*** Block opens ***
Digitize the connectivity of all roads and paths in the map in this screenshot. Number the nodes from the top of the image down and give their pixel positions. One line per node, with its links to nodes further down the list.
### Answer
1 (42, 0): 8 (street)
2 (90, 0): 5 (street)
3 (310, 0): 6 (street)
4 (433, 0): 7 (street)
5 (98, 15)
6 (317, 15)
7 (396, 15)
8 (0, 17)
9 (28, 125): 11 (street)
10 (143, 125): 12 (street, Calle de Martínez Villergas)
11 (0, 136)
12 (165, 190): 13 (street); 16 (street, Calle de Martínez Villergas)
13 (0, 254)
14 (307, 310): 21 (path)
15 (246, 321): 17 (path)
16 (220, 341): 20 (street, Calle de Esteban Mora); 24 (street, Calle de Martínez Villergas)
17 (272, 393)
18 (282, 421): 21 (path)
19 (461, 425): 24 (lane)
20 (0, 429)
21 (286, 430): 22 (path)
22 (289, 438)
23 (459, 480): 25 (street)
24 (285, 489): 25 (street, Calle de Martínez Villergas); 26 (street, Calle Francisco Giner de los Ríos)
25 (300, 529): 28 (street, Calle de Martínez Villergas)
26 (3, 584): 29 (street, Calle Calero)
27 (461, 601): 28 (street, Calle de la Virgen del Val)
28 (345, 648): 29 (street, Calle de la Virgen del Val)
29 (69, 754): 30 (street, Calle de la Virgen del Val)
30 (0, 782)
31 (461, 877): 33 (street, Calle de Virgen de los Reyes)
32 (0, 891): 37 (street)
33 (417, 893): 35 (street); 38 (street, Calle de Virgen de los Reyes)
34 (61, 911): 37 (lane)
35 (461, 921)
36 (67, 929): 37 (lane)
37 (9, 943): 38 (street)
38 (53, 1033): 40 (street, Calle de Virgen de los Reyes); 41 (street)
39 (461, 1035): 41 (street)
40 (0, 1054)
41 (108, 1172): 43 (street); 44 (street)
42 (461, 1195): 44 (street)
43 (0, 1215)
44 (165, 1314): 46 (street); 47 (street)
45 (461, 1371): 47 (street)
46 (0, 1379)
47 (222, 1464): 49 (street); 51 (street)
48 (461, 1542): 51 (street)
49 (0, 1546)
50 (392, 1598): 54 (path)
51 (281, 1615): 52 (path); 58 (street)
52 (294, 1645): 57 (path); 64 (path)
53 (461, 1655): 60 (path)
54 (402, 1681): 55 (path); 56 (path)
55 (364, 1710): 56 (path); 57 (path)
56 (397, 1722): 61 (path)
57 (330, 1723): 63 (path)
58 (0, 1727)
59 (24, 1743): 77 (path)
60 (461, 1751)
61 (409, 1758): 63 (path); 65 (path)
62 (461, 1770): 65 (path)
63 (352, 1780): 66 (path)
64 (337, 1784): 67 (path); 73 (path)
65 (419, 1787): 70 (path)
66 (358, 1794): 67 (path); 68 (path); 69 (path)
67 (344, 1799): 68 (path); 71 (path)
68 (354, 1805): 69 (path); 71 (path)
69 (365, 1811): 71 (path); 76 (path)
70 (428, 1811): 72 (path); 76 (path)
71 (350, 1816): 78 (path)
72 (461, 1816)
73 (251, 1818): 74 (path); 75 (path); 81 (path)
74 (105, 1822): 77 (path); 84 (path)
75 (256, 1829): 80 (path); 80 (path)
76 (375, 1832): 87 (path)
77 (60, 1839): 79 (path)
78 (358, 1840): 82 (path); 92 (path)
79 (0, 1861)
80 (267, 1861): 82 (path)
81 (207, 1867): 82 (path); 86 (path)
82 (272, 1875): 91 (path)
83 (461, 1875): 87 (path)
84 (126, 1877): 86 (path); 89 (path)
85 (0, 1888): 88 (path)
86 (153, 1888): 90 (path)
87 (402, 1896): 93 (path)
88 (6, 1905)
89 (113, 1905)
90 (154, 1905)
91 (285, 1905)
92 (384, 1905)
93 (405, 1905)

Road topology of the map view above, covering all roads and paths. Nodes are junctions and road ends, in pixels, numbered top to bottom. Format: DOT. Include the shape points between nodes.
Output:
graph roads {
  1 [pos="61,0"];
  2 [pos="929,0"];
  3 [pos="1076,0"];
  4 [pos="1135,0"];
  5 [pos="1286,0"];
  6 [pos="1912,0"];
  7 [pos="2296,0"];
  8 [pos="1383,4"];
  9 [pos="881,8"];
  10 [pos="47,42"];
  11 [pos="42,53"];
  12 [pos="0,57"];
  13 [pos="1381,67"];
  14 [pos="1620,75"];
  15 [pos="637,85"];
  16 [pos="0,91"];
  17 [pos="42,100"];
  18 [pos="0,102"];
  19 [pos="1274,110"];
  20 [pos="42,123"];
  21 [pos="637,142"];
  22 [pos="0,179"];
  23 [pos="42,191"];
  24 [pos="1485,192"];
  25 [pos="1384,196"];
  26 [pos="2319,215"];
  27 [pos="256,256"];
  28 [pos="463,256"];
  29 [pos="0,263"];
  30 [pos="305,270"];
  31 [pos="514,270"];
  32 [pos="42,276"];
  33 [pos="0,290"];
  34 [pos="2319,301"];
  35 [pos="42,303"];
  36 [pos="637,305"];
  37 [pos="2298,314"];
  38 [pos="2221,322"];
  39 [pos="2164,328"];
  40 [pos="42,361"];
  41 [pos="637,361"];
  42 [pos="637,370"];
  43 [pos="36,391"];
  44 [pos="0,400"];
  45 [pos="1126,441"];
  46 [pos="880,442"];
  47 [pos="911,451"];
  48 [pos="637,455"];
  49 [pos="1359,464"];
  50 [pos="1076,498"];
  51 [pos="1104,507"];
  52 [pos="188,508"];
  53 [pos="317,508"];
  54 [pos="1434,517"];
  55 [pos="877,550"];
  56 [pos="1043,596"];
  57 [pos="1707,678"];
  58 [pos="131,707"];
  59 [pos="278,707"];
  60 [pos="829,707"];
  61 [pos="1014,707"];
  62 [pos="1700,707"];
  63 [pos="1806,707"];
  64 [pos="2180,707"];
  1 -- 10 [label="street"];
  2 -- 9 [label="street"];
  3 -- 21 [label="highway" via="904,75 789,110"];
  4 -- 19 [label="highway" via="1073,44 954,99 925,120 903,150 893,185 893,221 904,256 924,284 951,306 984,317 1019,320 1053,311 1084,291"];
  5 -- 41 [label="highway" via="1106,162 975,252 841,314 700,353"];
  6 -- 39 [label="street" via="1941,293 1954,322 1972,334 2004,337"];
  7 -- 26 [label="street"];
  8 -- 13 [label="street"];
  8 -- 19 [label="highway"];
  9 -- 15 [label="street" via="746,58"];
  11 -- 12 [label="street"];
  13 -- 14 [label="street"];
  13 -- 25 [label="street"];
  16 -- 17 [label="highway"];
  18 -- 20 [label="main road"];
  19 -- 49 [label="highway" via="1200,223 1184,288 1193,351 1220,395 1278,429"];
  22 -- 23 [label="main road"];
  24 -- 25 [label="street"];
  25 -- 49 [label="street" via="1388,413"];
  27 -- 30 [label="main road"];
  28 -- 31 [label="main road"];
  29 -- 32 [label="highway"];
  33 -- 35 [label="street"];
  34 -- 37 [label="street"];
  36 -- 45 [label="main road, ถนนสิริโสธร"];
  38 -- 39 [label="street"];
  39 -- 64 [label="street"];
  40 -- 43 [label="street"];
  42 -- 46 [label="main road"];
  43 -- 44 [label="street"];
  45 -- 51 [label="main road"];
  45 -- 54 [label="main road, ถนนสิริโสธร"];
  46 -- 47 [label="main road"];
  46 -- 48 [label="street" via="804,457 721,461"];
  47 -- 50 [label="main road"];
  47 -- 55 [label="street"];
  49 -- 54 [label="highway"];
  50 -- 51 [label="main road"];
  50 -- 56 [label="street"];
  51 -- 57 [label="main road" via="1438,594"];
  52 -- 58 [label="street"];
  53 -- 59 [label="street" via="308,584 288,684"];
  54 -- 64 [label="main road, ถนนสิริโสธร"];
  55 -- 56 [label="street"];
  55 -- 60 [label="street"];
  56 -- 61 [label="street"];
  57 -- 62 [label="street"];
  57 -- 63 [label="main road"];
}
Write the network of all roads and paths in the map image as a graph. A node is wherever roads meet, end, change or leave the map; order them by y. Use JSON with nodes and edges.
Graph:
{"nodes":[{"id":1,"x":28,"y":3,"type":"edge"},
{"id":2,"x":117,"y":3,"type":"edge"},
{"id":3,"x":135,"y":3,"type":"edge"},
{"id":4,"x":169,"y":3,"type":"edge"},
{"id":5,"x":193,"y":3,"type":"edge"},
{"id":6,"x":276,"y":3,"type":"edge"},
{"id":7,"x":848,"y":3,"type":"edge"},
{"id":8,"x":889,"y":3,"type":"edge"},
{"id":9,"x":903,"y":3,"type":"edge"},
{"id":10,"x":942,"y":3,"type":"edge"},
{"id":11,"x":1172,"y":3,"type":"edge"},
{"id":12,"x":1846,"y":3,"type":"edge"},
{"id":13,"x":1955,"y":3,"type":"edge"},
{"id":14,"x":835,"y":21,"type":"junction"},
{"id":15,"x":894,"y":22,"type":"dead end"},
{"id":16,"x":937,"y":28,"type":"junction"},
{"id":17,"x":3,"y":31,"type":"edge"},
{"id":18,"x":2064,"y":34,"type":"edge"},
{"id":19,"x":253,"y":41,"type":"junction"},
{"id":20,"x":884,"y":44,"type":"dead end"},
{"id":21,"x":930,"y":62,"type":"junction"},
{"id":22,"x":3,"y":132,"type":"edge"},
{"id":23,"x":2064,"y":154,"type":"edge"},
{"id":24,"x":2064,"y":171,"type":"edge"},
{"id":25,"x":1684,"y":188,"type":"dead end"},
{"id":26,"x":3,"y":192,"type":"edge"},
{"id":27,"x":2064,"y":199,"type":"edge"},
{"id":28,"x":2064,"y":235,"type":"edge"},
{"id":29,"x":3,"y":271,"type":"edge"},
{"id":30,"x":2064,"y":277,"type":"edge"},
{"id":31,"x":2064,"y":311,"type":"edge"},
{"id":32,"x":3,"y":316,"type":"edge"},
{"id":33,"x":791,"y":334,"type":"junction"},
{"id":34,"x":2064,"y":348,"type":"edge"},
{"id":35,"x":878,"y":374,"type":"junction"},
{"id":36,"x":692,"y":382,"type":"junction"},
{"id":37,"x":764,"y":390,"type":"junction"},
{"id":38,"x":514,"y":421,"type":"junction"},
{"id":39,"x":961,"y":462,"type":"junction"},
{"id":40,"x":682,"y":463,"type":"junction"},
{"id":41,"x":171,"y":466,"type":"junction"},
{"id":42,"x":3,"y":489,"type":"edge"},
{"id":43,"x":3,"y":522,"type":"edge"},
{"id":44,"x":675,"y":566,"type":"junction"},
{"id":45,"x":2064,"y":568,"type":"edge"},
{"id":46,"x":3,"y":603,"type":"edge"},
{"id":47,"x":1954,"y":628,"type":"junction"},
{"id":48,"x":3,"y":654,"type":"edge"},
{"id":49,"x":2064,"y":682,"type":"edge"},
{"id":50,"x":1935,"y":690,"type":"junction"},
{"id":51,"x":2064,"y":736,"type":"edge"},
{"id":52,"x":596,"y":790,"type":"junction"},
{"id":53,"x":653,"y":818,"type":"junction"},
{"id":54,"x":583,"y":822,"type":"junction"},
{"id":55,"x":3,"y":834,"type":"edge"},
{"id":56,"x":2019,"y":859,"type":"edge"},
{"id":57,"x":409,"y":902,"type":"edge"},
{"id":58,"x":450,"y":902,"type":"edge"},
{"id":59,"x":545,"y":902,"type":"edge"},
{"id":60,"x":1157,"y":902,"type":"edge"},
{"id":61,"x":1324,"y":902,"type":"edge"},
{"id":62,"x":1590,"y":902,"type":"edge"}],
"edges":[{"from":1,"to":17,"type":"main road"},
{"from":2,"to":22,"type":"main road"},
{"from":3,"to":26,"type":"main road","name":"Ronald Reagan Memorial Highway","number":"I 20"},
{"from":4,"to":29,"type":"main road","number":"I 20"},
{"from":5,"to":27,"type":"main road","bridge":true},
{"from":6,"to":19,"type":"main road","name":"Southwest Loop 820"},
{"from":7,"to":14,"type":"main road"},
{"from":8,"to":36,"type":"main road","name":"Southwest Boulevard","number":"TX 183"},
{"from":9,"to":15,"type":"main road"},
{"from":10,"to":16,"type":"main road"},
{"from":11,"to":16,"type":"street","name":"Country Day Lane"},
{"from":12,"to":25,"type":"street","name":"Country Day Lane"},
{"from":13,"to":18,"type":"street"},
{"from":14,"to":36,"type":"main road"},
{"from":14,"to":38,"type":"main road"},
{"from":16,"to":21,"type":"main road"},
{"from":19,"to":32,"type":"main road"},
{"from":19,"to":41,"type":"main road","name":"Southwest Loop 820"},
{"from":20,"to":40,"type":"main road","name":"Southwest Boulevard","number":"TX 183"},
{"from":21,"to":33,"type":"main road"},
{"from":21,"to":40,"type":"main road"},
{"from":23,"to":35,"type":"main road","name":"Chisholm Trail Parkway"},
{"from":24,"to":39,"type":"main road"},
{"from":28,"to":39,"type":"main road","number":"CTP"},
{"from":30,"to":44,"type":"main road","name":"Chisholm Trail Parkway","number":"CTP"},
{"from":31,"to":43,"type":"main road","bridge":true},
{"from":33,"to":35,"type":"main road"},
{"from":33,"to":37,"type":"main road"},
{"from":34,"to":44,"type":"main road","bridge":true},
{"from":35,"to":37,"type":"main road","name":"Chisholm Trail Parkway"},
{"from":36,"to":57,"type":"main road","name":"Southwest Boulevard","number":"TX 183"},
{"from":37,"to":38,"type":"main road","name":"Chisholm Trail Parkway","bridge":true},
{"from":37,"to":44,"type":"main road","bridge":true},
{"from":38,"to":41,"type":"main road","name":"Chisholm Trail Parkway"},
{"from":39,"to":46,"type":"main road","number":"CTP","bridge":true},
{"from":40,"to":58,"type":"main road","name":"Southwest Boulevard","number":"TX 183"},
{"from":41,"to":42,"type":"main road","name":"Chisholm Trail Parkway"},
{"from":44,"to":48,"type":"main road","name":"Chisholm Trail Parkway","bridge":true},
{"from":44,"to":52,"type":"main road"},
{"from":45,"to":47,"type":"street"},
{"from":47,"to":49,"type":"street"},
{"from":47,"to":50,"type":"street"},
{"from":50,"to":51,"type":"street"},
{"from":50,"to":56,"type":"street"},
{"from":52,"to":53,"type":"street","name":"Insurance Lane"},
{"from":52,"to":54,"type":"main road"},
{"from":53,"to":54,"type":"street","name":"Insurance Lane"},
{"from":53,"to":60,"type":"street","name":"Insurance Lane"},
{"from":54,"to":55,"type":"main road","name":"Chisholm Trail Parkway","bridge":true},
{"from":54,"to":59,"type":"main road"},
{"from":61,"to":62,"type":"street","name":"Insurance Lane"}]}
*** Block closes ***
### [AIM OF THE EXERCISE]
For each line in the records that holds "with", show that line as it stands.

### [EXPECTED ANSWER]
Digitize the connectivity of all roads and paths in the map in this screenshot. Number the nodes from the top of the image down and give their pixel positions. One line per node, with its links to nodes further down the list.
Write the network of all roads and paths in the map image as a graph. A node is wherever roads meet, end, change or leave the map; order them by y. Use JSON with nodes and edges.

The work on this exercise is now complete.